Wherever an image appears in the entries, drop it and reproduce everything else exactly.

● ● ● ● ●

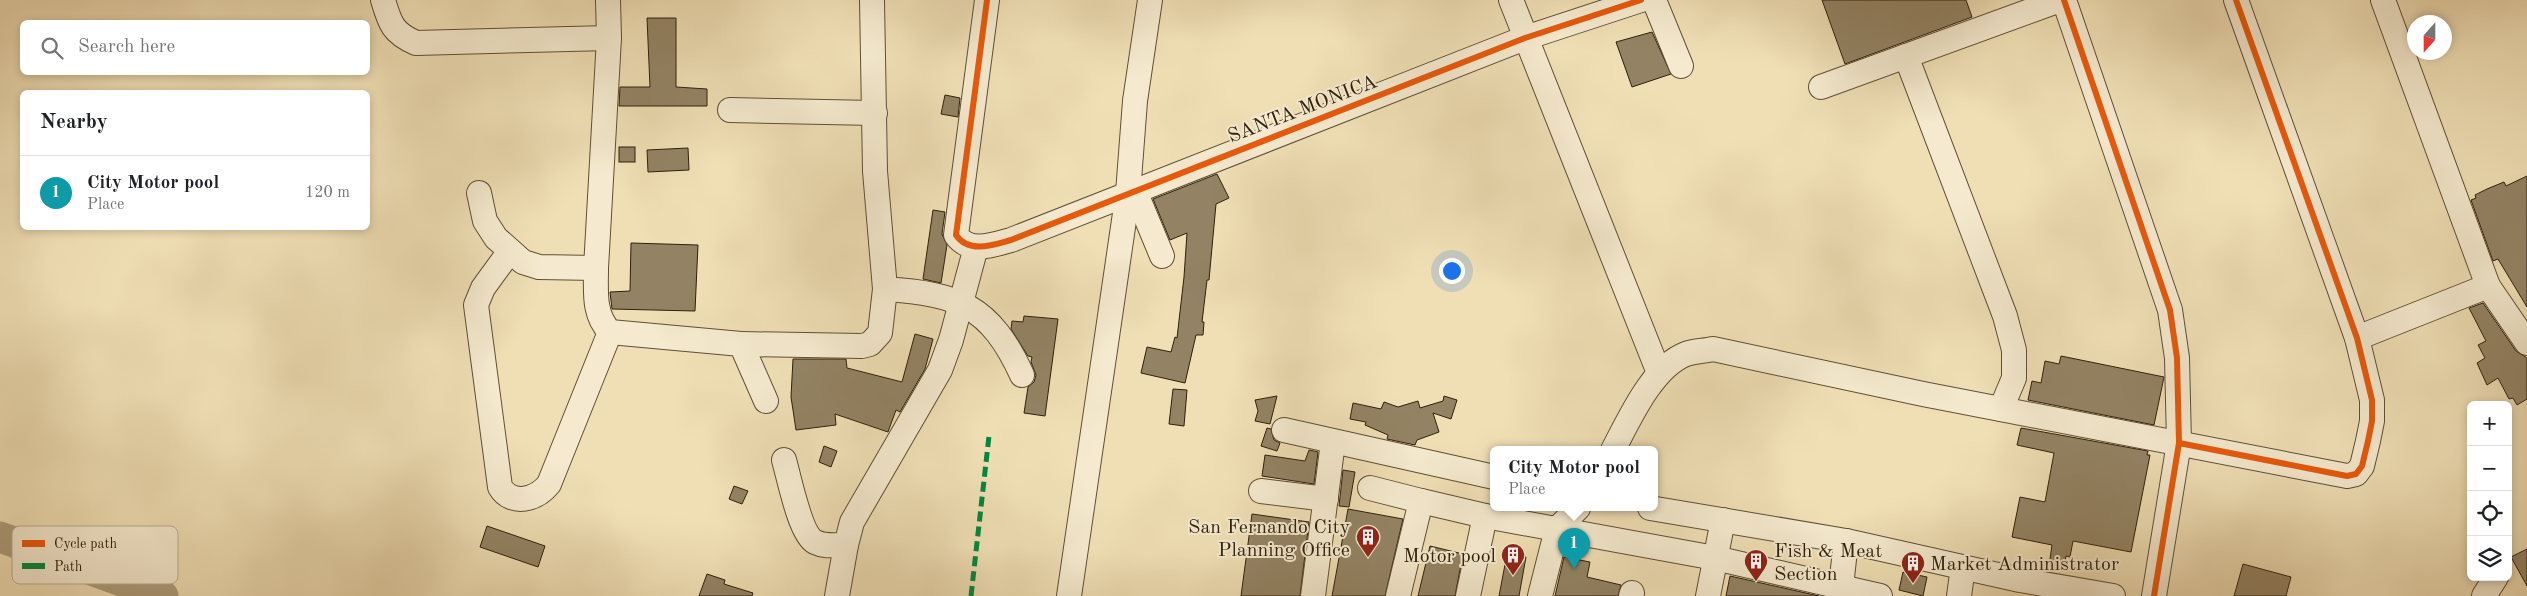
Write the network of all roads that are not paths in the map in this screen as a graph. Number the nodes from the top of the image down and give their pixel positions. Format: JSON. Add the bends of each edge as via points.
{"nodes":[{"id":1,"x":384,"y":0,"type":"edge"},
{"id":2,"x":608,"y":0,"type":"edge"},
{"id":3,"x":872,"y":0,"type":"edge"},
{"id":4,"x":987,"y":0,"type":"edge"},
{"id":5,"x":1150,"y":0,"type":"edge"},
{"id":6,"x":1511,"y":0,"type":"edge"},
{"id":7,"x":1641,"y":0,"type":"edge"},
{"id":8,"x":1654,"y":0,"type":"edge"},
{"id":9,"x":2060,"y":0,"type":"edge"},
{"id":10,"x":2064,"y":0,"type":"edge"},
{"id":11,"x":2236,"y":0,"type":"edge"},
{"id":12,"x":2383,"y":0,"type":"edge"},
{"id":13,"x":609,"y":38,"type":"junction"},
{"id":14,"x":1525,"y":38,"type":"junction"},
{"id":15,"x":1906,"y":56,"type":"junction"},
{"id":16,"x":1681,"y":66,"type":"dead end"},
{"id":17,"x":1821,"y":87,"type":"dead end"},
{"id":18,"x":730,"y":110,"type":"dead end"},
{"id":19,"x":875,"y":113,"type":"junction"},
{"id":20,"x":1131,"y":192,"type":"junction"},
{"id":21,"x":479,"y":193,"type":"dead end"},
{"id":22,"x":976,"y":247,"type":"junction"},
{"id":23,"x":510,"y":252,"type":"junction"},
{"id":24,"x":1162,"y":256,"type":"dead end"},
{"id":25,"x":596,"y":268,"type":"junction"},
{"id":26,"x":2488,"y":286,"type":"junction"},
{"id":27,"x":885,"y":289,"type":"junction"},
{"id":28,"x":961,"y":302,"type":"junction"},
{"id":29,"x":610,"y":332,"type":"junction"},
{"id":30,"x":2357,"y":338,"type":"junction"},
{"id":31,"x":2527,"y":343,"type":"edge"},
{"id":32,"x":741,"y":344,"type":"junction"},
{"id":33,"x":1659,"y":373,"type":"junction"},
{"id":34,"x":1022,"y":375,"type":"dead end"},
{"id":35,"x":766,"y":401,"type":"dead end"},
{"id":36,"x":2001,"y":409,"type":"junction"},
{"id":37,"x":1284,"y":430,"type":"dead end"},
{"id":38,"x":1333,"y":442,"type":"junction"},
{"id":39,"x":2179,"y":443,"type":"junction"},
{"id":40,"x":1615,"y":446,"type":"edge"},
{"id":41,"x":784,"y":460,"type":"dead end"},
{"id":42,"x":1490,"y":476,"type":"edge"},
{"id":43,"x":1370,"y":488,"type":"dead end"},
{"id":44,"x":1261,"y":491,"type":"dead end"},
{"id":45,"x":1326,"y":499,"type":"junction"},
{"id":46,"x":1421,"y":501,"type":"junction"},
{"id":47,"x":1658,"y":509,"type":"edge"},
{"id":48,"x":1575,"y":511,"type":"edge"},
{"id":49,"x":1486,"y":516,"type":"junction"},
{"id":50,"x":1723,"y":520,"type":"junction"},
{"id":51,"x":1557,"y":529,"type":"junction"},
{"id":52,"x":1846,"y":540,"type":"junction"},
{"id":53,"x":846,"y":545,"type":"junction"},
{"id":54,"x":1715,"y":558,"type":"junction"},
{"id":55,"x":1963,"y":567,"type":"junction"},
{"id":56,"x":2493,"y":581,"type":"edge"},
{"id":57,"x":1841,"y":592,"type":"edge"},
{"id":58,"x":2098,"y":595,"type":"edge"},
{"id":59,"x":837,"y":596,"type":"edge"},
{"id":60,"x":1069,"y":596,"type":"edge"},
{"id":61,"x":1314,"y":596,"type":"edge"},
{"id":62,"x":1398,"y":596,"type":"edge"},
{"id":63,"x":1468,"y":596,"type":"edge"},
{"id":64,"x":1540,"y":596,"type":"edge"},
{"id":65,"x":1708,"y":596,"type":"edge"},
{"id":66,"x":1880,"y":596,"type":"edge"},
{"id":67,"x":1960,"y":596,"type":"edge"},
{"id":68,"x":2154,"y":596,"type":"edge"},
{"id":69,"x":2484,"y":596,"type":"edge"}],
"edges":[{"from":1,"to":13,"type":"street","via":[[390,23],[401,36],[416,43]]},
{"from":2,"to":13,"type":"street"},
{"from":3,"to":19,"type":"street"},
{"from":4,"to":22,"type":"street","via":[[956,236],[965,244]]},
{"from":5,"to":20,"type":"street","via":[[1135,101]]},
{"from":6,"to":14,"type":"street"},
{"from":7,"to":14,"type":"street","name":"SANTA MONICA"},
{"from":8,"to":16,"type":"street"},
{"from":9,"to":15,"type":"street"},
{"from":10,"to":39,"type":"street","via":[[2170,310],[2177,358]]},
{"from":11,"to":30,"type":"street"},
{"from":12,"to":26,"type":"street"},
{"from":13,"to":25,"type":"street"},
{"from":14,"to":20,"type":"street","name":"SANTA MONICA"},
{"from":14,"to":33,"type":"street"},
{"from":15,"to":17,"type":"street"},
{"from":15,"to":36,"type":"street","via":[[2010,333],[2014,378]]},
{"from":18,"to":19,"type":"street"},
{"from":19,"to":27,"type":"street","via":[[875,171]]},
{"from":20,"to":22,"type":"street","name":"SANTA MONICA","via":[[1011,240]]},
{"from":20,"to":24,"type":"street"},
{"from":20,"to":60,"type":"street"},
{"from":21,"to":23,"type":"street","via":[[485,221]]},
{"from":22,"to":28,"type":"street"},
{"from":23,"to":25,"type":"street","via":[[523,262],[539,267]]},
{"from":23,"to":29,"type":"street","via":[[483,288],[476,305],[500,488],[512,499],[532,498],[549,484]]},
{"from":25,"to":29,"type":"street","via":[[596,306],[601,323]]},
{"from":26,"to":30,"type":"street"},
{"from":26,"to":31,"type":"street"},
{"from":27,"to":28,"type":"street","via":[[921,292]]},
{"from":27,"to":32,"type":"street","via":[[880,333],[870,344]]},
{"from":28,"to":34,"type":"street","via":[[998,331]]},
{"from":28,"to":53,"type":"street","via":[[940,370],[852,522]]},
{"from":29,"to":32,"type":"street"},
{"from":30,"to":39,"type":"street","via":[[2372,400],[2372,421],[2362,466],[2356,474],[2347,476]]},
{"from":32,"to":35,"type":"street"},
{"from":33,"to":36,"type":"street","via":[[1686,354],[1713,349]]},
{"from":33,"to":40,"type":"street","via":[[1637,404]]},
{"from":36,"to":39,"type":"street"},
{"from":37,"to":38,"type":"street"},
{"from":38,"to":42,"type":"street"},
{"from":38,"to":45,"type":"street"},
{"from":39,"to":68,"type":"street"},
{"from":41,"to":53,"type":"street","via":[[813,541],[825,546]]},
{"from":43,"to":46,"type":"street"},
{"from":44,"to":45,"type":"street"},
{"from":45,"to":61,"type":"street"},
{"from":46,"to":49,"type":"street"},
{"from":46,"to":62,"type":"street"},
{"from":47,"to":50,"type":"street"},
{"from":48,"to":51,"type":"street"},
{"from":49,"to":51,"type":"street"},
{"from":49,"to":63,"type":"street"},
{"from":50,"to":52,"type":"street"},
{"from":50,"to":54,"type":"street"},
{"from":51,"to":54,"type":"street"},
{"from":51,"to":64,"type":"street"},
{"from":52,"to":55,"type":"street"},
{"from":52,"to":57,"type":"street"},
{"from":53,"to":59,"type":"street"},
{"from":54,"to":57,"type":"street"},
{"from":54,"to":65,"type":"street"},
{"from":55,"to":58,"type":"street"},
{"from":55,"to":67,"type":"street"},
{"from":56,"to":69,"type":"street"},
{"from":57,"to":66,"type":"street"}]}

● ● ● ● ●

* **Answer box**:
Write the network of all roads that are not paths in the map in this screen as a graph. Number the nodes from the top of the image down and give their pixel positions. Format: JSON. Add the bends of each edge as via points.
{"nodes":[{"id":1,"x":384,"y":0,"type":"edge"},
{"id":2,"x":608,"y":0,"type":"edge"},
{"id":3,"x":872,"y":0,"type":"edge"},
{"id":4,"x":987,"y":0,"type":"edge"},
{"id":5,"x":1150,"y":0,"type":"edge"},
{"id":6,"x":1511,"y":0,"type":"edge"},
{"id":7,"x":1641,"y":0,"type":"edge"},
{"id":8,"x":1654,"y":0,"type":"edge"},
{"id":9,"x":2060,"y":0,"type":"edge"},
{"id":10,"x":2064,"y":0,"type":"edge"},
{"id":11,"x":2236,"y":0,"type":"edge"},
{"id":12,"x":2383,"y":0,"type":"edge"},
{"id":13,"x":609,"y":38,"type":"junction"},
{"id":14,"x":1525,"y":38,"type":"junction"},
{"id":15,"x":1906,"y":56,"type":"junction"},
{"id":16,"x":1681,"y":66,"type":"dead end"},
{"id":17,"x":1821,"y":87,"type":"dead end"},
{"id":18,"x":730,"y":110,"type":"dead end"},
{"id":19,"x":875,"y":113,"type":"junction"},
{"id":20,"x":1131,"y":192,"type":"junction"},
{"id":21,"x":479,"y":193,"type":"dead end"},
{"id":22,"x":976,"y":247,"type":"junction"},
{"id":23,"x":510,"y":252,"type":"junction"},
{"id":24,"x":1162,"y":256,"type":"dead end"},
{"id":25,"x":596,"y":268,"type":"junction"},
{"id":26,"x":2488,"y":286,"type":"junction"},
{"id":27,"x":885,"y":289,"type":"junction"},
{"id":28,"x":961,"y":302,"type":"junction"},
{"id":29,"x":610,"y":332,"type":"junction"},
{"id":30,"x":2357,"y":338,"type":"junction"},
{"id":31,"x":2527,"y":343,"type":"edge"},
{"id":32,"x":741,"y":344,"type":"junction"},
{"id":33,"x":1659,"y":373,"type":"junction"},
{"id":34,"x":1022,"y":375,"type":"dead end"},
{"id":35,"x":766,"y":401,"type":"dead end"},
{"id":36,"x":2001,"y":409,"type":"junction"},
{"id":37,"x":1284,"y":430,"type":"dead end"},
{"id":38,"x":1333,"y":442,"type":"junction"},
{"id":39,"x":2179,"y":443,"type":"junction"},
{"id":40,"x":1615,"y":446,"type":"edge"},
{"id":41,"x":784,"y":460,"type":"dead end"},
{"id":42,"x":1490,"y":476,"type":"edge"},
{"id":43,"x":1370,"y":488,"type":"dead end"},
{"id":44,"x":1261,"y":491,"type":"dead end"},
{"id":45,"x":1326,"y":499,"type":"junction"},
{"id":46,"x":1421,"y":501,"type":"junction"},
{"id":47,"x":1658,"y":509,"type":"edge"},
{"id":48,"x":1575,"y":511,"type":"edge"},
{"id":49,"x":1486,"y":516,"type":"junction"},
{"id":50,"x":1723,"y":520,"type":"junction"},
{"id":51,"x":1557,"y":529,"type":"junction"},
{"id":52,"x":1846,"y":540,"type":"junction"},
{"id":53,"x":846,"y":545,"type":"junction"},
{"id":54,"x":1715,"y":558,"type":"junction"},
{"id":55,"x":1963,"y":567,"type":"junction"},
{"id":56,"x":2493,"y":581,"type":"edge"},
{"id":57,"x":1841,"y":592,"type":"edge"},
{"id":58,"x":2098,"y":595,"type":"edge"},
{"id":59,"x":837,"y":596,"type":"edge"},
{"id":60,"x":1069,"y":596,"type":"edge"},
{"id":61,"x":1314,"y":596,"type":"edge"},
{"id":62,"x":1398,"y":596,"type":"edge"},
{"id":63,"x":1468,"y":596,"type":"edge"},
{"id":64,"x":1540,"y":596,"type":"edge"},
{"id":65,"x":1708,"y":596,"type":"edge"},
{"id":66,"x":1880,"y":596,"type":"edge"},
{"id":67,"x":1960,"y":596,"type":"edge"},
{"id":68,"x":2154,"y":596,"type":"edge"},
{"id":69,"x":2484,"y":596,"type":"edge"}],
"edges":[{"from":1,"to":13,"type":"street","via":[[390,23],[401,36],[416,43]]},
{"from":2,"to":13,"type":"street"},
{"from":3,"to":19,"type":"street"},
{"from":4,"to":22,"type":"street","via":[[956,236],[965,244]]},
{"from":5,"to":20,"type":"street","via":[[1135,101]]},
{"from":6,"to":14,"type":"street"},
{"from":7,"to":14,"type":"street","name":"SANTA MONICA"},
{"from":8,"to":16,"type":"street"},
{"from":9,"to":15,"type":"street"},
{"from":10,"to":39,"type":"street","via":[[2170,310],[2177,358]]},
{"from":11,"to":30,"type":"street"},
{"from":12,"to":26,"type":"street"},
{"from":13,"to":25,"type":"street"},
{"from":14,"to":20,"type":"street","name":"SANTA MONICA"},
{"from":14,"to":33,"type":"street"},
{"from":15,"to":17,"type":"street"},
{"from":15,"to":36,"type":"street","via":[[2010,333],[2014,378]]},
{"from":18,"to":19,"type":"street"},
{"from":19,"to":27,"type":"street","via":[[875,171]]},
{"from":20,"to":22,"type":"street","name":"SANTA MONICA","via":[[1011,240]]},
{"from":20,"to":24,"type":"street"},
{"from":20,"to":60,"type":"street"},
{"from":21,"to":23,"type":"street","via":[[485,221]]},
{"from":22,"to":28,"type":"street"},
{"from":23,"to":25,"type":"street","via":[[523,262],[539,267]]},
{"from":23,"to":29,"type":"street","via":[[483,288],[476,305],[500,488],[512,499],[532,498],[549,484]]},
{"from":25,"to":29,"type":"street","via":[[596,306],[601,323]]},
{"from":26,"to":30,"type":"street"},
{"from":26,"to":31,"type":"street"},
{"from":27,"to":28,"type":"street","via":[[921,292]]},
{"from":27,"to":32,"type":"street","via":[[880,333],[870,344]]},
{"from":28,"to":34,"type":"street","via":[[998,331]]},
{"from":28,"to":53,"type":"street","via":[[940,370],[852,522]]},
{"from":29,"to":32,"type":"street"},
{"from":30,"to":39,"type":"street","via":[[2372,400],[2372,421],[2362,466],[2356,474],[2347,476]]},
{"from":32,"to":35,"type":"street"},
{"from":33,"to":36,"type":"street","via":[[1686,354],[1713,349]]},
{"from":33,"to":40,"type":"street","via":[[1637,404]]},
{"from":36,"to":39,"type":"street"},
{"from":37,"to":38,"type":"street"},
{"from":38,"to":42,"type":"street"},
{"from":38,"to":45,"type":"street"},
{"from":39,"to":68,"type":"street"},
{"from":41,"to":53,"type":"street","via":[[813,541],[825,546]]},
{"from":43,"to":46,"type":"street"},
{"from":44,"to":45,"type":"street"},
{"from":45,"to":61,"type":"street"},
{"from":46,"to":49,"type":"street"},
{"from":46,"to":62,"type":"street"},
{"from":47,"to":50,"type":"street"},
{"from":48,"to":51,"type":"street"},
{"from":49,"to":51,"type":"street"},
{"from":49,"to":63,"type":"street"},
{"from":50,"to":52,"type":"street"},
{"from":50,"to":54,"type":"street"},
{"from":51,"to":54,"type":"street"},
{"from":51,"to":64,"type":"street"},
{"from":52,"to":55,"type":"street"},
{"from":52,"to":57,"type":"street"},
{"from":53,"to":59,"type":"street"},
{"from":54,"to":57,"type":"street"},
{"from":54,"to":65,"type":"street"},
{"from":55,"to":58,"type":"street"},
{"from":55,"to":67,"type":"street"},
{"from":56,"to":69,"type":"street"},
{"from":57,"to":66,"type":"street"}]}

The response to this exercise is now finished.